Medan, katakabar.com - Hakim Pengadilan Negeri (PN) Lubuk Pakam, Deli Serdang menggelar sidang lapangan atas gugatan dari Muhammad Thaif melalui Kantor Hukum Zuar dan Rekan.

Sidang lapangan tersebut dipimpin oleh Hakim PN Lubuk Pakam, Dewi Andriyani SH, yang melibatkan tergugat Rosnani Siregar, Kiki Pelita Handayani, dan Jimmy Julanda, pada Jumat (10/1/2025).

Dalam jalannya sidang lapangan, Hakim PN Lubuk Pakam, didampingi oleh pengacara penggugat Nurmahadi Darmawan SH dan pengacara tergugat, eksplorasikan pokok-pokok gugatan tersebut.

Berlangsung selama kira-kira setengah jam, dimulai pukul 10.00 hingga 10.30 WIB, sidang dihadiri oleh Babinsa serta warga dan keluarga tergugat.

Dari pantauan media, Hakim PN Lubuk Pakam, Dewi Andriyani SH, bersama Panitera, tiba di lokasi objek yang terdiri atas 13 bangunan rumah yang saat ini telah diperjual belikan dan disewakan oleh tergugat. Bahkan lahan yang menjadi sengketa disebut telah dialihkan kepada pengembang lain yang dikenal sebagai Ateneo Residance.

Setelah pemeriksaan terhadap objek tanah dan bangunan yang menjadi fokus gugatan, terjadi perdebatan antara penggugat dan tergugat yang memicu emosi dari pihak penggugat.
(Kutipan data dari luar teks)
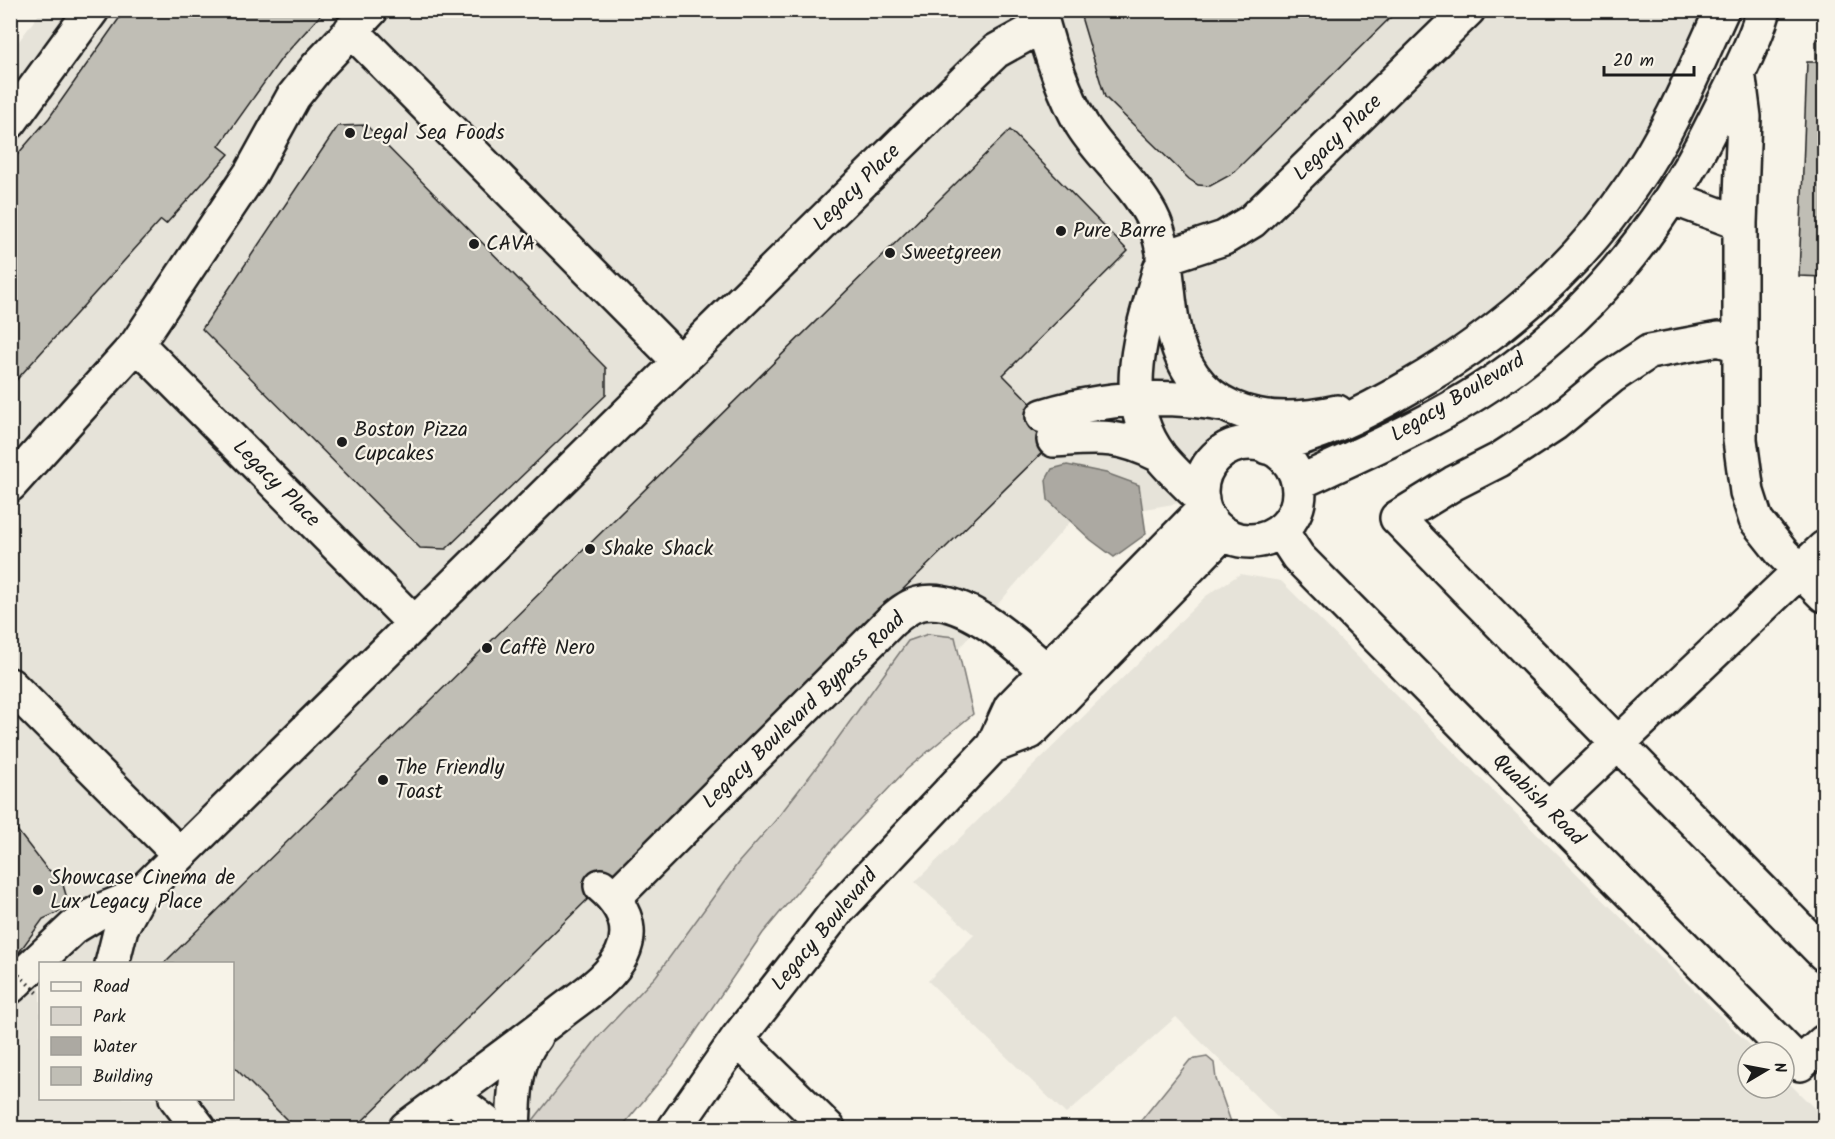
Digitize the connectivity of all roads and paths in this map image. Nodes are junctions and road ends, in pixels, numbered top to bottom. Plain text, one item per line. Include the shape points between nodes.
1 (92, 10) edge
2 (1468, 10) edge
3 (1722, 10) edge
4 (1764, 10) edge
5 (1041, 18) edge
6 (361, 20) edge
7 (1738, 71) junction
8 (10, 122) edge
9 (1672, 198) junction
10 (1740, 223) junction
11 (1163, 258) junction
12 (137, 344) junction
13 (1740, 346) junction
14 (680, 362) junction
15 (1393, 396) junction
16 (1136, 399) junction
17 (1221, 404) junction
18 (1267, 447) junction
19 (1159, 455) junction
20 (1298, 483) junction
21 (10, 485) edge
22 (1210, 514) junction
23 (1281, 531) junction
24 (1824, 548) edge
25 (1801, 571) junction
26 (1824, 594) edge
27 (414, 623) junction
28 (1057, 681) junction
29 (10, 684) edge
30 (1618, 743) junction
31 (1548, 810) junction
32 (180, 854) junction
33 (139, 895) junction
34 (1824, 954) edge
35 (61, 956) edge
36 (112, 962) edge
37 (10, 967) edge
38 (39, 969) edge
39 (10, 987) edge
40 (39, 994) edge
41 (543, 1026) junction
42 (737, 1039) junction
43 (1824, 1042) edge
44 (450, 1095) junction
45 (178, 1100) edge
46 (199, 1128) edge
47 (406, 1128) edge
48 (493, 1128) edge
49 (513, 1128) edge
50 (675, 1128) edge
51 (828, 1128) edge

1 - 8 street
2 - 11 street, Legacy Place via 1252,221 1224,238
3 - 15 street, Legacy Boulevard via 1634,184 1577,255 1537,297 1492,333
4 - 7 street, Legacy Boulevard
5 - 11 street, Legacy Place via 1083,126 1152,216
5 - 14 street, Legacy Place via 996,51
6 - 12 street via 294,97 251,173
6 - 14 street
7 - 9 street, Legacy Boulevard via 1696,159
7 - 10 street via 1744,117
9 - 10 street
9 - 20 street, Legacy Boulevard via 1607,282 1565,326 1524,360 1445,411
10 - 13 street
11 - 16 street via 1138,346
11 - 17 street, Legacy Place via 1180,353 1200,387
12 - 21 street
12 - 27 street, Legacy Place
13 - 25 street via 1740,440 1746,492 1756,520
13 - 30 street via 1719,339 1649,352 1500,460 1397,518
14 - 27 street, Legacy Place
15 - 17 street, Legacy Place via 1317,417 1254,415
15 - 18 street, Legacy Boulevard via 1328,430
16 - 17 street via 1169,397
16 - 19 street
16 - 19 street via 1064,409 1048,428 1136,443
18 - 20 street via 1287,461
18 - 22 street via 1246,444 1220,454 1206,471
19 - 22 street
20 - 23 street via 1296,510
22 - 23 street via 1237,540 1253,542
22 - 28 street, Legacy Boulevard
23 - 31 street, Quabish Road via 1298,557
24 - 25 street
25 - 26 street
25 - 30 street
27 - 32 street, Legacy Place
28 - 41 street, Legacy Boulevard Bypass Road via 1002,634 957,606 934,602 904,610 608,892 624,912 627,932 623,952 599,983
28 - 42 street, Legacy Boulevard via 1030,732 993,746 837,911
29 - 32 street
30 - 31 street
30 - 34 street
31 - 43 street, Quabish Road via 1800,1064
32 - 33 street, Legacy Place
33 - 35 street, Legacy Place via 74,927
33 - 36 street, Legacy Place via 121,928
37 - 40 path, bridge
38 - 39 street, Legacy Place
41 - 44 street
41 - 49 street via 523,1052 517,1069
42 - 50 street, Legacy Boulevard
42 - 51 street
44 - 47 street
44 - 48 street
45 - 46 street

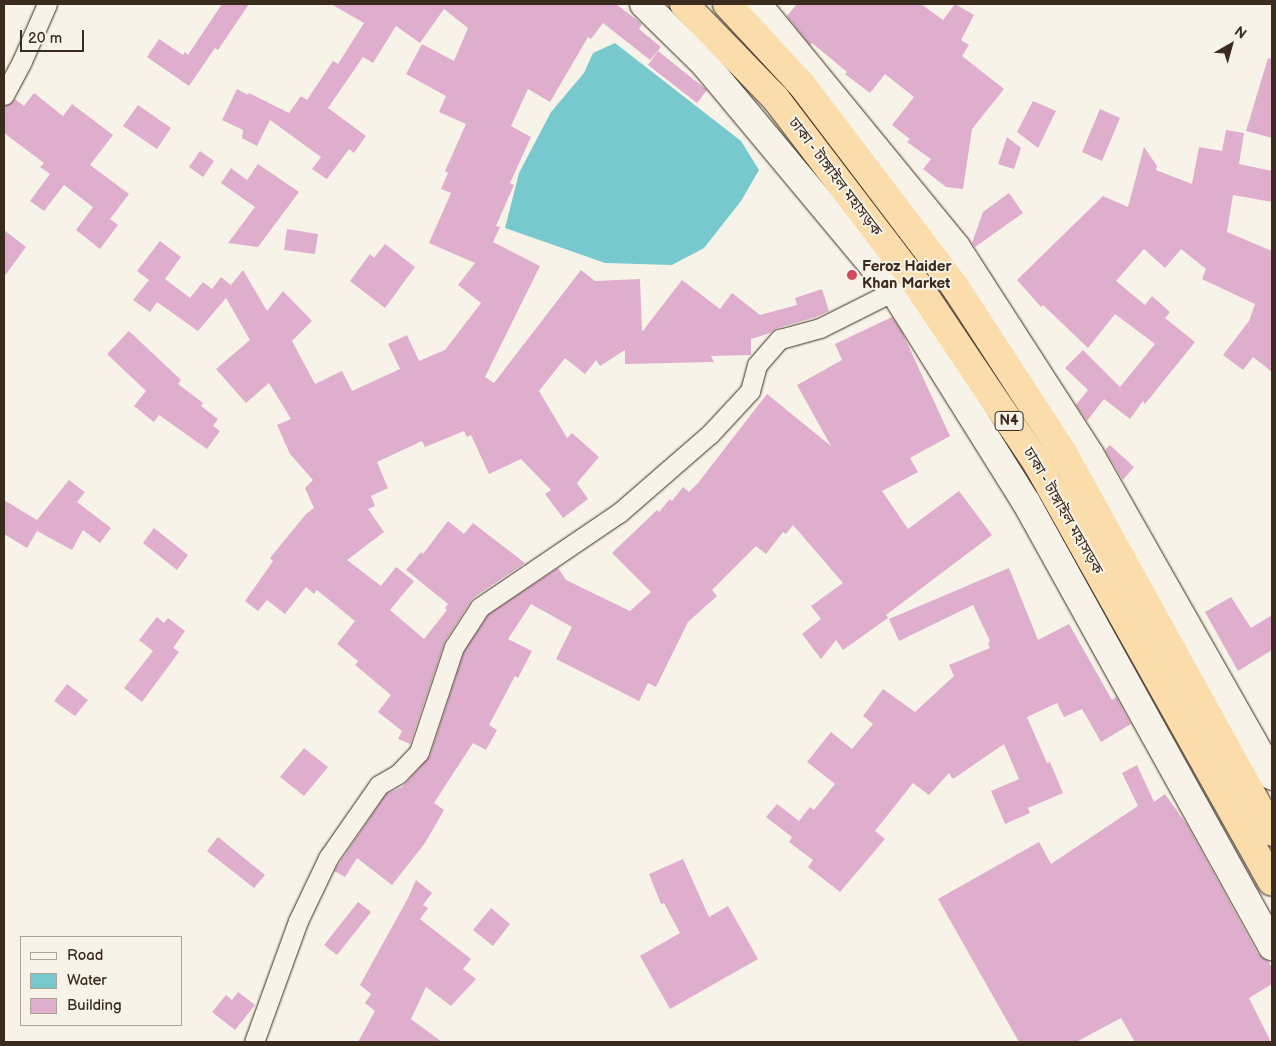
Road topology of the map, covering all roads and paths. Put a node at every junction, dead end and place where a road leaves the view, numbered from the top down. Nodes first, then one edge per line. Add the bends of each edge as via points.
1 (47, 4) edge
2 (644, 4) edge
3 (684, 4) edge
4 (727, 4) edge
5 (757, 4) edge
6 (4, 95) edge
7 (894, 291) junction
8 (1272, 776) edge
9 (1272, 832) edge
10 (1272, 882) edge
11 (1272, 946) edge
12 (254, 1042) edge

1 - 6 street
2 - 7 main road via 705,64
3 - 10 highway, ঢাকা - টাঙ্গাইল মহাসড়ক / N4 via 776,99 914,280 1037,463
4 - 9 highway, ঢাকা - টাঙ্গাইল মহাসড়ক / N4 via 802,85 956,288 1062,451
5 - 8 main road via 956,246 1090,455
7 - 11 main road via 1026,502
7 - 12 street via 820,328 780,339 756,366 750,391 710,434 618,513 480,607 454,647 418,752 398,774 379,785 328,858 298,921

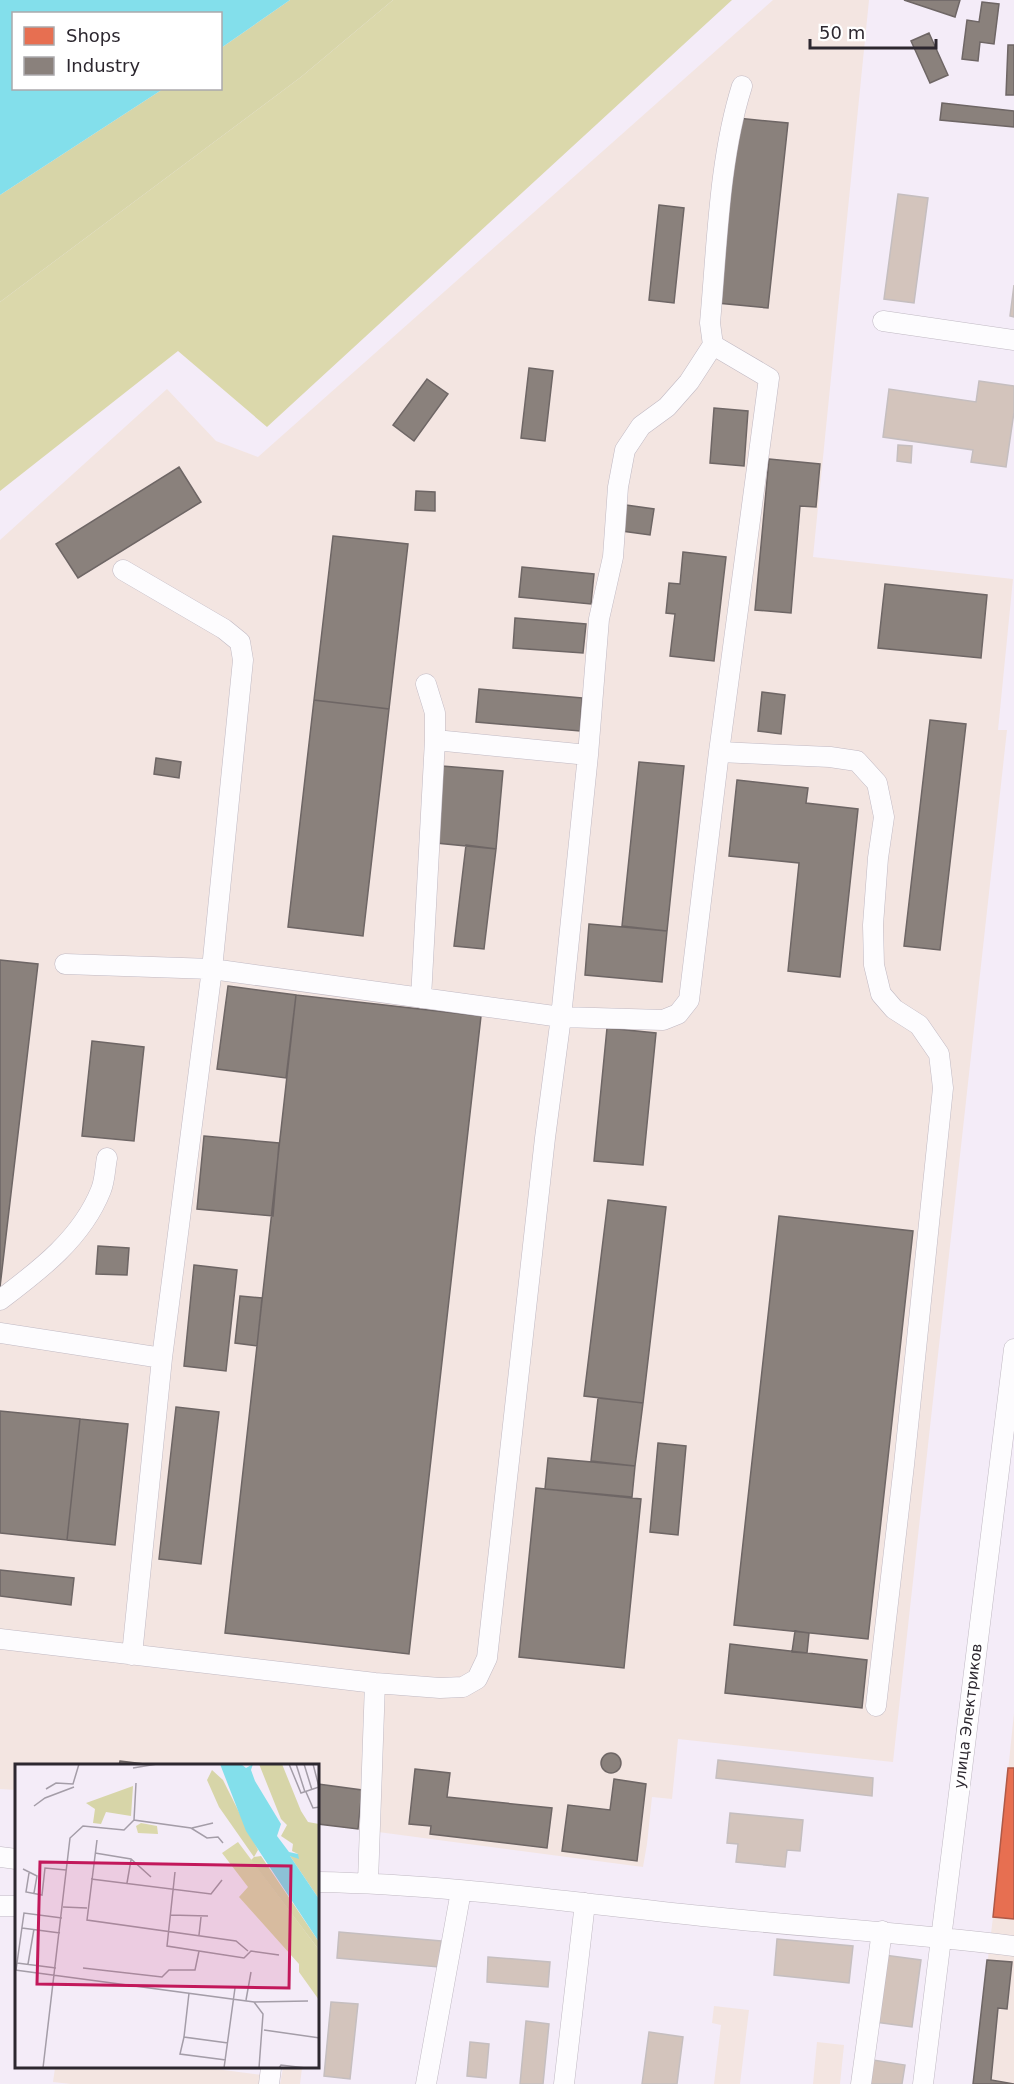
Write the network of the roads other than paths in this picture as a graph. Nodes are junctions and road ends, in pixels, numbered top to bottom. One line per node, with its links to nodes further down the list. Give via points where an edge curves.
1 (742, 86): 4 (street, via 726,159 710,323)
2 (883, 321): 3 (street)
3 (1014, 340)
4 (713, 345): 8 (street, via 769,378); 9 (street, via 689,382 667,407 641,426 625,450 613,557 599,619)
5 (123, 570): 11 (street, via 240,642 243,660)
6 (426, 684): 7 (street, via 435,713)
7 (435, 740): 9 (street); 12 (street)
8 (719, 753): 13 (street, via 689,1000 678,1014 663,1020); 22 (street, via 830,756 857,761 877,783 884,818 873,925 876,975 881,994 894,1009 919,1025 939,1054 943,1088)
9 (588, 755): 13 (street)
10 (65, 964): 11 (street)
11 (212, 969): 12 (street); 18 (street)
12 (421, 998): 13 (street)
13 (561, 1017): 21 (street, via 487,1658 477,1679 463,1687)
14 (107, 1158): 15 (street, via 102,1188 83,1224 43,1268)
15 (0, 1300)
16 (0, 1333): 18 (street)
17 (1014, 1349): 30 (street, улица Электриков)
18 (162, 1358): 20 (street)
19 (0, 1640): 20 (street)
20 (132, 1655): 21 (street)
21 (375, 1683): 26 (street)
22 (876, 1706)
23 (0, 1857): 24 (street)
24 (15, 1859)
25 (320, 1882): 26 (street)
26 (368, 1882): 27 (street)
27 (461, 1891): 28 (street); 34 (street)
28 (585, 1903): 29 (street, via 790,1926); 35 (street)
29 (882, 1931): 30 (street); 36 (street)
30 (941, 1937): 31 (street); 37 (street, улица Электриков)
31 (1014, 1946)
32 (271, 2069): 33 (street)
33 (269, 2084)
34 (426, 2084)
35 (564, 2084)
36 (861, 2084)
37 (923, 2084)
Muhammad Thaif dengan tegas meminta agar tergugat Rosnani mengembalikan uang sebesar Rp1,8 miliar sebagai kompensasi atas bangunan rumah yang telah dibangun, sesuai dengan pernyataan dari Pengacaranya.

"Dikembalikan uang saya," seru Muhammad Thaif, sebelum diredam oleh Hakim dan Pengacaranya. Namun, dalam sidang lapangan singkat tersebut, Hakim PN Lubuk Pakam enggan memberikan pernyataan lebih lanjut.

"Mohon maaf, silakan hubungi Humas di PN Pakam," ungkapnya. Sikap yang juga diikuti oleh pihak Rosnani dan pengacaranya yang menolak memberikan keterangan ketika dimintai konfirmasi oleh media.

Sebelumnya, Kantor Hukum Zuar dan Rekan sebagai perwakilan hukum Muhammad Thaif mengajukan gugatan terhadap Rosnani Siregar, Kiki Pelita Handayani, dan Jimmy Julanda.

Gugatan dilandaskan pada perjanjian pembangunan rumah antara pihak penggugat dan tergugat yang dituangkan dalam Surat Perjanjian Pembangunan Rumah dan Penentuan Bagian Nomor 41 tanggal 25 April 2016, yang disahkan oleh notaris Nuriati S.H.,M.Kn di Kabupaten Deli Serdang.

Dalam perjanjian tersebut, penggugat diamanahkan untuk membangun 143 unit rumah dengan rincian 85 unit tipe 36 ukuran 6 x 12 meter dan 58 unit tipe 45 ukuran 6 x 13 meter, yang pada akhirnya akan dijual kepada masyarakat atau pihak ketiga yang berminat.

Pembangunan rumah tersebut dilakukan di atas tanah milik tergugat, seluas kurang lebih 16.604 meter persegi, yang terletak di Desa Mencirim, Kecamatan Sunggal, Kabupaten Deli Serdang dan terbagi dalam beberapa sertifikat kepemilikan.

Melalui Surat Perjanjian Pembangunan Rumah dan Penentuan Bagian serta Surat Kuasa yang dikeluarkan oleh tergugat pada tanggal 25 April 2016, penggugat dipastikan telah memenuhi kewajiban kontraktualnya dengan membayar sejumlah uang kepada tergugat.

Namun, pada 25 April 2016, tergugat tiba-tiba mengajukan gugatan kepada Pengadilan Negeri Lubuk Pakam untuk membatalkan perjanjian, dengan alasan penggugat dinilai melakukan wanprestasi.

Melalui Putusan Nomor 83/Pdt.G/2020/PN.Lbp tanggal 28 September 2020, Pengadilan Negeri Lubuk Pakam memberikan keputusan yang mendorong Muhammad Thaif untuk mengajukan gugatan baru dan meminta pengembalian uang sebesar Rp2,5 Miliar.